Recorded information Start Marker

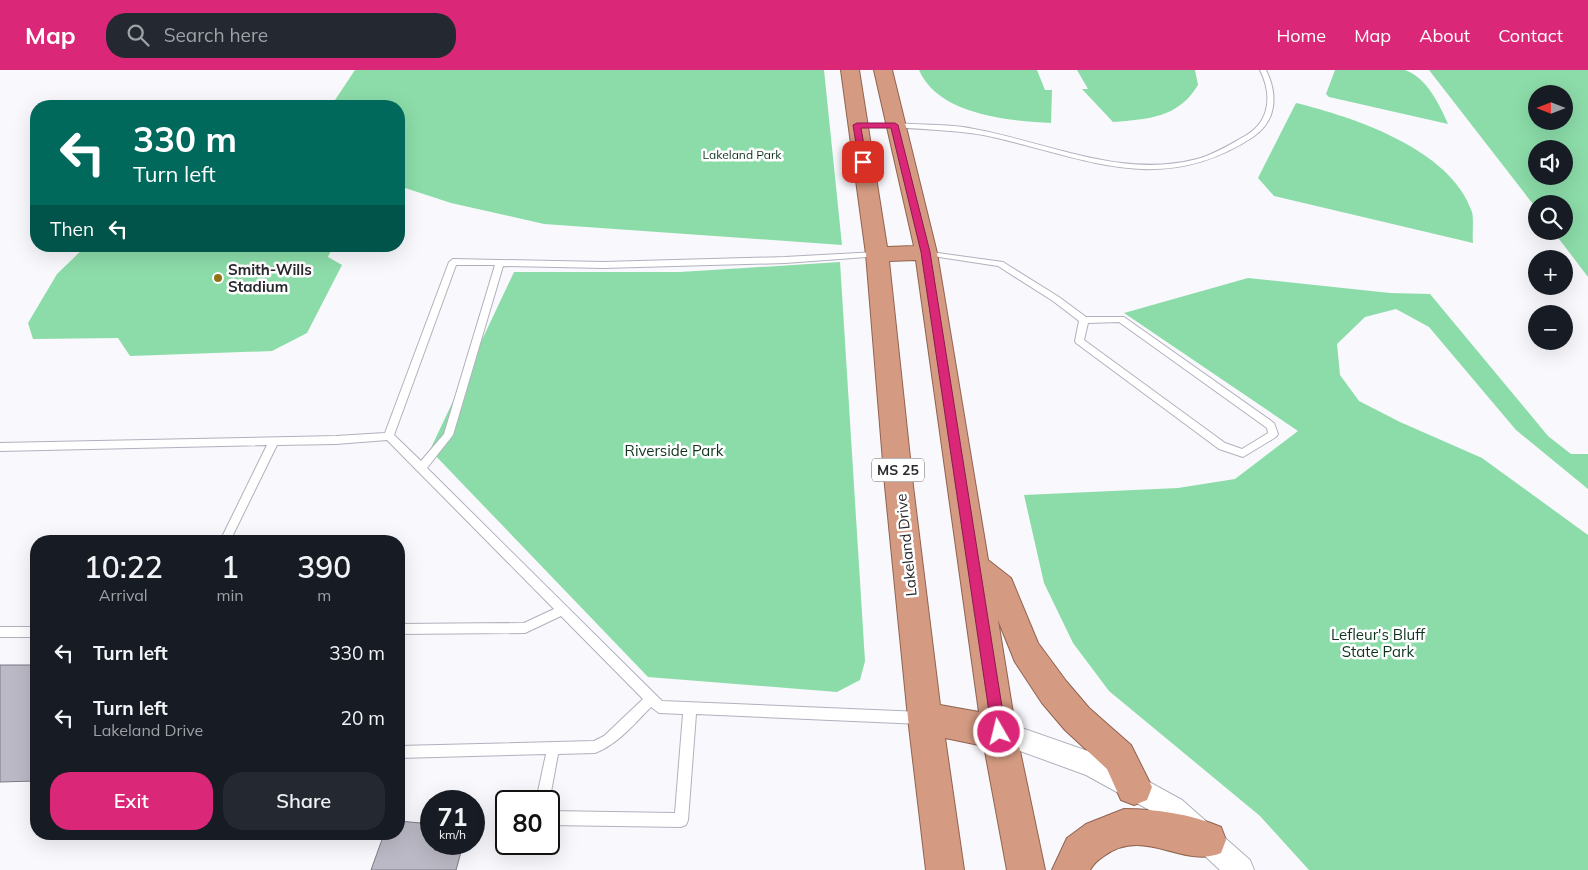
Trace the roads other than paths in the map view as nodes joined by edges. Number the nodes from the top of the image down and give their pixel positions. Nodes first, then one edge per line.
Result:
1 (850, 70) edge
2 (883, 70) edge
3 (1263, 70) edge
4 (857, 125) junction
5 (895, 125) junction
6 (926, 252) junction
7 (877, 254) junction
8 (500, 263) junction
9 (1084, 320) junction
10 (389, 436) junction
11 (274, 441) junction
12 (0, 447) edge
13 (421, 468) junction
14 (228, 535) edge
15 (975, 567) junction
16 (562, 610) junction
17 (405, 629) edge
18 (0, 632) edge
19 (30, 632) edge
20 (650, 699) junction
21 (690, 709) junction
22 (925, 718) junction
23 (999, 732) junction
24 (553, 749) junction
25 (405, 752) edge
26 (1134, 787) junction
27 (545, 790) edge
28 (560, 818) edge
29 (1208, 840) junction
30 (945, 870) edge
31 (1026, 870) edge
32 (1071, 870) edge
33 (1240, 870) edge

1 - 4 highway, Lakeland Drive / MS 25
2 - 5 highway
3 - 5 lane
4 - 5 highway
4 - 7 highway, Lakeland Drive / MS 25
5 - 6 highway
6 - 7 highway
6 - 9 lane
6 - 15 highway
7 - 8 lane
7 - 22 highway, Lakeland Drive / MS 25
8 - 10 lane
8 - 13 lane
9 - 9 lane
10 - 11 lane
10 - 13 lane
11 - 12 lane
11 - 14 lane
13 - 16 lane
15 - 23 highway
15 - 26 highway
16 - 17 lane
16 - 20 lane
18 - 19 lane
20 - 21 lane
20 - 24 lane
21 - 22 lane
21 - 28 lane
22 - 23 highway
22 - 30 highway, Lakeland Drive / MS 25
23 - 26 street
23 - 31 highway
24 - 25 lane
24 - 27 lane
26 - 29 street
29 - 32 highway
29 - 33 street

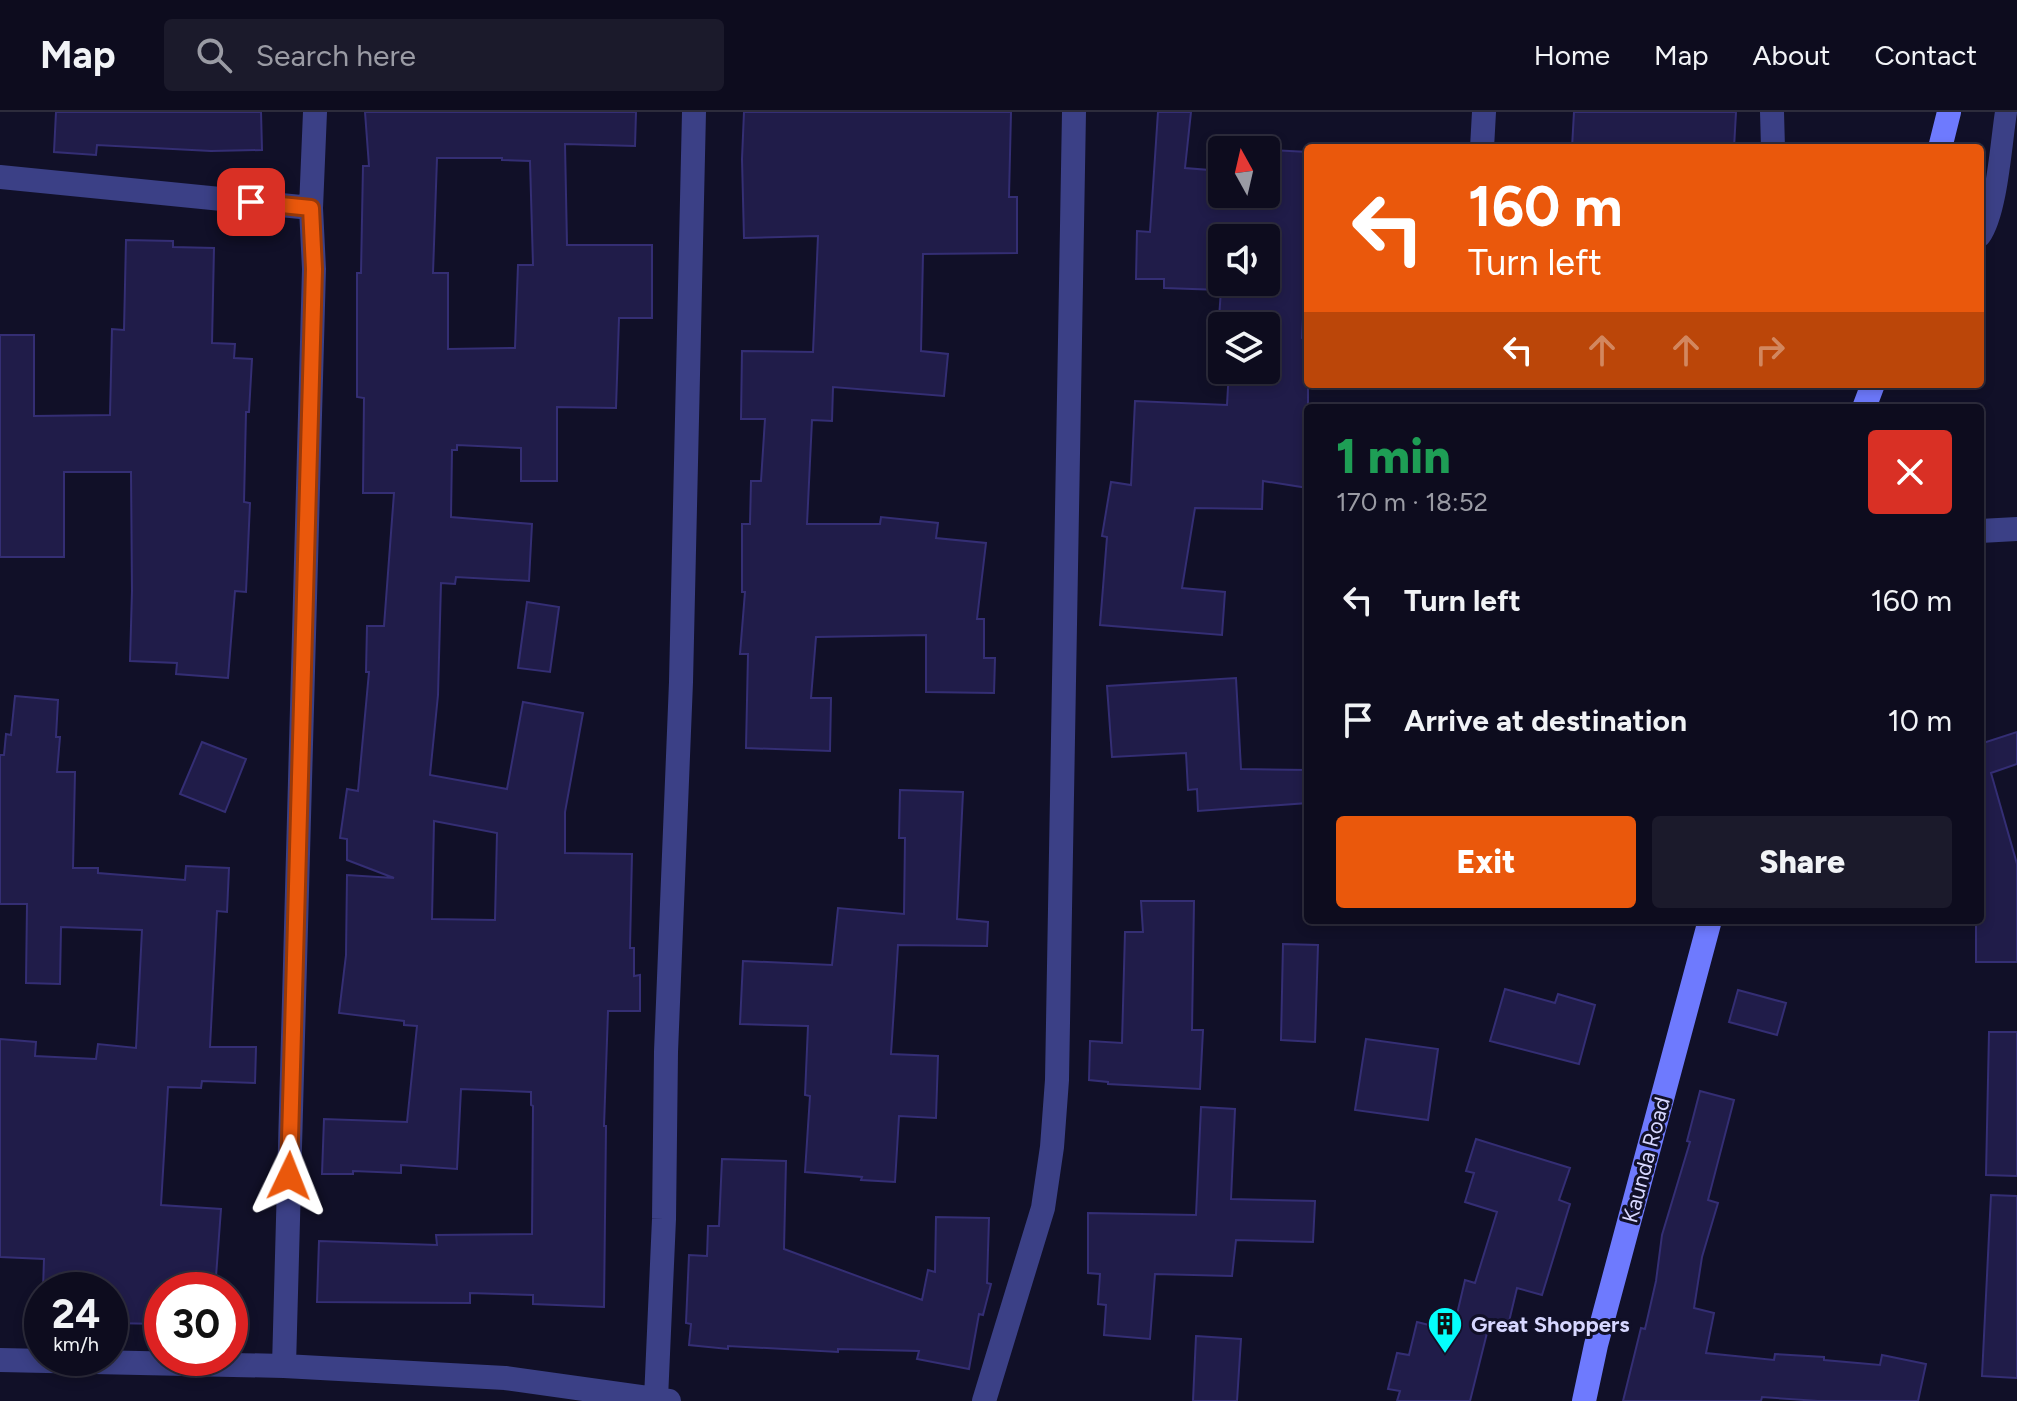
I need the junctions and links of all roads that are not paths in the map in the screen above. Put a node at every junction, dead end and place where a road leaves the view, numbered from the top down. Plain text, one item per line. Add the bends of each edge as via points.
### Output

Recorded information End Marker

> _Work instructions_
Nothing but the text is wanted: repeat the data above exactly, without its images.

> _Response below_
Trace the roads other than paths in the map view as nodes joined by edges. Number the nodes from the top of the image down and give their pixel positions. Nodes first, then one edge per line.
Result:
1 (850, 70) edge
2 (883, 70) edge
3 (1263, 70) edge
4 (857, 125) junction
5 (895, 125) junction
6 (926, 252) junction
7 (877, 254) junction
8 (500, 263) junction
9 (1084, 320) junction
10 (389, 436) junction
11 (274, 441) junction
12 (0, 447) edge
13 (421, 468) junction
14 (228, 535) edge
15 (975, 567) junction
16 (562, 610) junction
17 (405, 629) edge
18 (0, 632) edge
19 (30, 632) edge
20 (650, 699) junction
21 (690, 709) junction
22 (925, 718) junction
23 (999, 732) junction
24 (553, 749) junction
25 (405, 752) edge
26 (1134, 787) junction
27 (545, 790) edge
28 (560, 818) edge
29 (1208, 840) junction
30 (945, 870) edge
31 (1026, 870) edge
32 (1071, 870) edge
33 (1240, 870) edge

1 - 4 highway, Lakeland Drive / MS 25
2 - 5 highway
3 - 5 lane
4 - 5 highway
4 - 7 highway, Lakeland Drive / MS 25
5 - 6 highway
6 - 7 highway
6 - 9 lane
6 - 15 highway
7 - 8 lane
7 - 22 highway, Lakeland Drive / MS 25
8 - 10 lane
8 - 13 lane
9 - 9 lane
10 - 11 lane
10 - 13 lane
11 - 12 lane
11 - 14 lane
13 - 16 lane
15 - 23 highway
15 - 26 highway
16 - 17 lane
16 - 20 lane
18 - 19 lane
20 - 21 lane
20 - 24 lane
21 - 22 lane
21 - 28 lane
22 - 23 highway
22 - 30 highway, Lakeland Drive / MS 25
23 - 26 street
23 - 31 highway
24 - 25 lane
24 - 27 lane
26 - 29 street
29 - 32 highway
29 - 33 street

I need the junctions and links of all roads that are not paths in the map in the screen above. Put a node at every junction, dead end and place where a road leaves the view, numbered from the top down. Plain text, one item per line. Add the bends of each edge as via points.
### Output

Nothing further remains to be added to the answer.